Enrico Di Carlo è autore di varie opere sul Vate e non certo nuovo al tema di Gabriele d’Annunzio e la gastronomia abruzzese, che ha già trattato nel 2010, in due edizioni. Questa ulteriore e definitiva prova gli permette di approfondire al massimo il ruolo del cibo e delle bevande nell’opera letteraria di D’Annunzio […].

In questa ricerca sul bere e sul mangiare nella produzione dannunziana, condotta da Di Carlo in modo informato e scrupoloso per singoli argomenti, troviamo che i riferimenti sono particolarmente abbondanti nella corrispondenza epistolare tra D’Annunzio e i suoi amici e conoscenti abruzzesi. Questo studio evidenzia insomma che le missive del Vate straripano dal mezzo relazionale della scrittura e si estendono all’oralità e alla vita quotidiana, servendosi del dialetto e di espressioni localistiche: a questo campo di significati D’Annunzio insomma attinge trasfigurando nella letteratura il filo rosso delle sue memorie giovanili […].

D’Annunzio opera riferimenti intellettuali al cibo che inevitabilmente riportano all’ombelico abruzzese della sua infanzia e della sua famiglia.
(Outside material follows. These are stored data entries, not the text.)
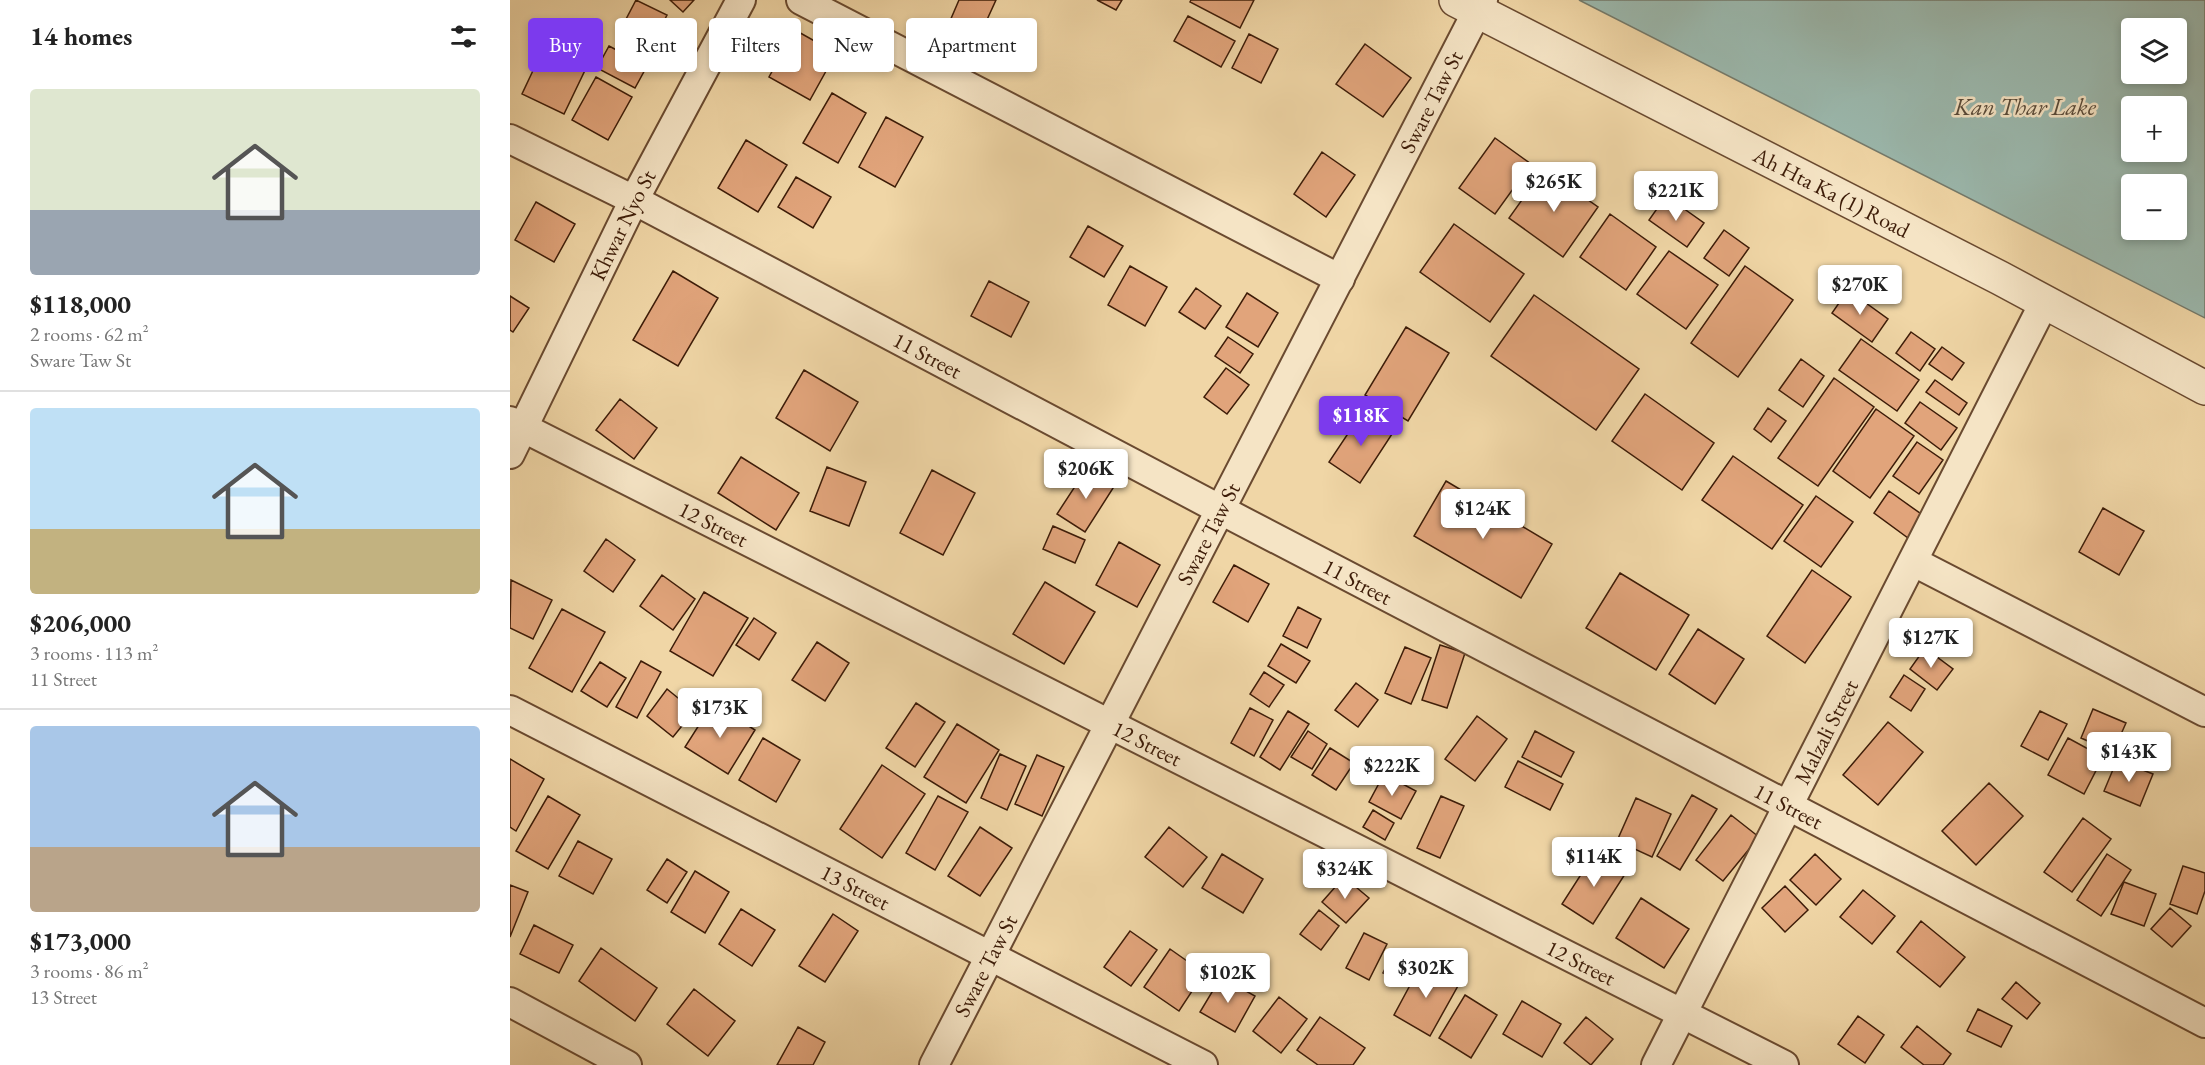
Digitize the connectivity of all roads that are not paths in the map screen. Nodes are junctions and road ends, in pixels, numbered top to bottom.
1 (741, 0) edge
2 (801, 0) edge
3 (1472, 4) edge
4 (510, 139) edge
5 (634, 201) junction
6 (1340, 279) junction
7 (2044, 303) junction
8 (2205, 388) edge
9 (517, 425) edge
10 (510, 454) edge
11 (1221, 510) junction
12 (1914, 562) junction
13 (510, 710) edge
14 (2205, 712) edge
15 (1109, 726) junction
16 (1789, 806) junction
17 (990, 956) junction
18 (510, 1002) edge
19 (1682, 1014) junction
20 (2205, 1023) edge
21 (627, 1065) edge
22 (934, 1065) edge
23 (1203, 1065) edge
24 (1656, 1065) edge
25 (1784, 1065) edge

1 - 5 street, Khwar Nyo St
2 - 6 street
3 - 6 street, Sware Taw St
3 - 7 street, Ah Hta Ka (1) Road
4 - 5 street, 11 Street
5 - 9 street, Khwar Nyo St
5 - 11 street, 11 Street
6 - 11 street, Sware Taw St
7 - 8 street, Ah Hta Ka (1) Road
7 - 12 street, Malzali Street
9 - 10 street, Khwar Nyo St
9 - 15 street, 12 Street
11 - 15 street, Sware Taw St
11 - 16 street, 11 Street
12 - 14 street
12 - 16 street, Malzali Street
13 - 17 street, 13 Street
15 - 17 street, Sware Taw St
15 - 19 street, 12 Street
16 - 19 street, Malzali Street
16 - 20 street, 11 Street
17 - 22 street, Sware Taw St
17 - 23 street, 13 Street
18 - 21 street
19 - 24 street, Malzali Street
19 - 25 street, 12 Street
Il grande scrittore con difficoltà incontrava i sapori e le parole che gli piacessero, tanto da lasciarci immaginare il Notturno come espressione definitiva di una sua fame artistica ed esistenziale; il suo digiuno intellettuale tuttavia si scioglie laddove le preziosità, le delicatezze e i virtuosismi descrittivi affidano un ruolo centrale al palato, all’olfatto e all’emozione di talune bevande e vivande consumate insieme, nel segno di una profonda alleanza affettiva ed elettiva.

La mentuccia, il cacio marcetto, il pecorino talmente stagionato e duro da diventare lo strumento del popolare gioco della ruzzola; e poi il brodetto caldo, cotto nel tegame di terra e scarlatto di peperoni; le pizzelle, le uova cucinate in un tegamino di coccio sui carboni ardenti, i maccheroni alla chitarra, l’uovo con la pasta d’acciughe, la porchetta, i maccaroni co‘i ‘vongole, i taralli di S. Biagio e la bottiglia del vino cotto, nonché il montepulciano spillato dalle botti, nel severo digiuno del Vate aprono uno scrigno di sapori mediterranei fugaci e rotondi, col duplice effetto di rinnovare e trasfigurare tanto l’attraente mondo fiduciario della famiglia, quanto l’insoddisfacente e limitativo orizzonte dell’autoctono, che di fatto D’Annunzio volle oltrepassare da tutte le parti […].

I “dolci d’autore” come il Parrozzo di D’Amico – cui il Vate sul Garda si attaccava ogni mattina avvertendo la suggestione di succhiare da esso la parte più genuina della sua regione come l’infante si attacca al seno materno – e i liquori abruzzesi odorosi e sensuali come Aurum e Corfinio si diffusero attraverso l’egemonia che D’Annunzio e i suoi sodali esercitarono in ampia scala grazie al passaggio dall’artigianato all’industria, che di fatto offrì alle masse non solo i testi, ma anche i personaggi, le loro gesta, i loro gusti élitari, distribuiti come guida alla modernità dall’allora nascente standardizzazione.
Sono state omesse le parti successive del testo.